Tenéis, en las legislaturas, representantes del trigo, de la carne, de la plata y del aceite, pero ante todo, de los distintos sindicatos. Sólo una cosa no está representada en la legislatura: la nación en su conjunto. Sólo hay unos pocos que se ponen del lado de la nación en su conjunto. Y todos los problemas, incluso los de política exterior, se ven desde el punto de vista de los intereses de los grupos de presión especiales.
En Estados Unidos, algunos de los estados menos poblados están interesados en el precio de la plata. Pero no todo el mundo en estos estados está interesado en ella. Sin embargo, durante muchas décadas, Estados Unidos ha gastado una suma considerable de dinero, a costa de los contribuyentes, para comprar plata por encima de su precio de mercado. Por otro lado, en Estados Unidos sólo una pequeña proporción de la población trabaja en la agricultura; el resto de la población está formada por consumidores -pero no productores- de productos agrícolas. Sin embargo, Estados Unidos tiene una política de gasto de miles de millones y miles de millones para mantener los precios de los productos agrícolas por encima del precio potencial de mercado.

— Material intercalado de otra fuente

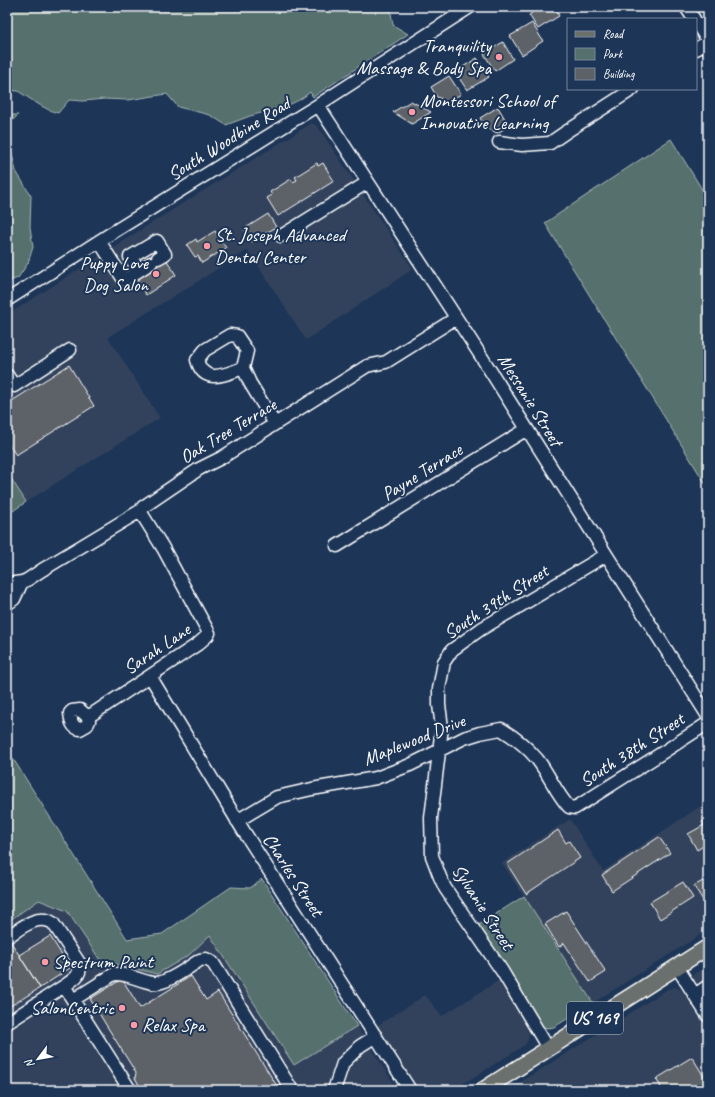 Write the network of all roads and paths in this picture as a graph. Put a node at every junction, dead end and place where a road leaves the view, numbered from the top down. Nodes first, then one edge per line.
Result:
1 (470, 7) edge
2 (686, 7) edge
3 (693, 18) edge
4 (697, 24) edge
5 (708, 41) edge
6 (697, 48) edge
7 (631, 90) edge
8 (318, 105) junction
9 (499, 142) dead end
10 (368, 182) junction
11 (281, 236) dead end
12 (99, 241) junction
13 (139, 270) junction
14 (7, 300) edge
15 (456, 318) junction
16 (70, 350) dead end
17 (244, 368) dead end
18 (7, 375) edge
19 (10, 389) edge
20 (275, 424) junction
21 (527, 429) junction
22 (140, 511) junction
23 (337, 546) dead end
24 (606, 555) junction
25 (22, 582) junction
26 (7, 583) edge
27 (7, 604) edge
28 (150, 676) junction
29 (708, 716) edge
30 (88, 717) dead end
31 (708, 723) edge
32 (440, 750) junction
33 (575, 808) joint
34 (237, 821) junction
35 (7, 937) edge
36 (708, 947) edge
37 (677, 967) junction
38 (64, 986) junction
39 (708, 986) edge
40 (694, 995) junction
41 (73, 1000) junction
42 (708, 1016) edge
43 (7, 1023) edge
44 (376, 1036) junction
45 (548, 1048) junction
46 (130, 1090) edge
47 (292, 1090) edge
48 (334, 1090) edge
49 (410, 1090) edge
50 (483, 1090) edge

1 - 8 street, South Woodbine Road
2 - 3 street
4 - 5 street
5 - 6 street
7 - 9 street
8 - 10 street, Messanie Street
8 - 12 street, South Woodbine Road
10 - 11 street
10 - 15 street, Messanie Street
12 - 13 street
12 - 14 street, South Woodbine Road
13 - 13 street
15 - 20 street, Oak Tree Terrace
15 - 21 street, Messanie Street
16 - 19 street
17 - 20 street
18 - 19 street
20 - 22 street, Oak Tree Terrace
21 - 23 street, Payne Terrace
21 - 24 street, Messanie Street
22 - 25 street, Oak Tree Terrace
22 - 28 street, Sarah Lane
24 - 29 street, Messanie Street
24 - 32 street, South 39th Street
25 - 26 street
25 - 27 street
28 - 30 street, Sarah Lane
28 - 34 street, Charles Street
31 - 33 street, South 38th Street
32 - 33 street, Maplewood Drive
32 - 34 street, Maplewood Drive
32 - 45 street, Sylvanie Street
34 - 44 street, Charles Street
35 - 38 street
36 - 37 main road, US 169
37 - 40 street
37 - 45 main road, US 169
38 - 41 street
38 - 43 street
39 - 40 street
40 - 42 street
41 - 46 street
41 - 47 street
44 - 48 street
44 - 49 street, Charles Street
45 - 50 main road, US 169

No se puede decir que sea una política a favor de una pequeña minoría, porque estos intereses agrícolas no son uniformes. El productor de leche no está interesado en un precio alto para los cereales; al contrario, preferiría un precio más bajo para este producto. El criador de pollos quiere un precio más bajo para el pienso. Hay muchos intereses especiales incompatibles dentro de este grupo. Y sin embargo, una hábil diplomacia en la política del Congreso hace posible que pequeños grupos minoritarios obtengan privilegios a costa de la mayoría.
Una situación, especialmente interesante en Estados Unidos, se refiere al azúcar. Quizá sólo uno de cada 500 estadounidenses esté interesado en un precio más alto para el azúcar. Probablemente, 499 de cada 500 quieren un precio más bajo para el azúcar. Sin embargo, la política de los Estados Unidos está comprometida, mediante aranceles y otras medidas especiales, con un precio más alto para el azúcar. Esta política no sólo es perjudicial para los intereses de los 499 consumidores de azúcar, sino que también crea un problema muy grave de política exterior para los Estados Unidos. El objetivo de la política exterior es la cooperación con todas las demás repúblicas americanas, algunas de las cuales están interesadas en vender azúcar a los Estados Unidos. Les gustaría vender una mayor cantidad. Esto ilustra cómo los intereses de los grupos de presión pueden determinar incluso la política exterior de una nación.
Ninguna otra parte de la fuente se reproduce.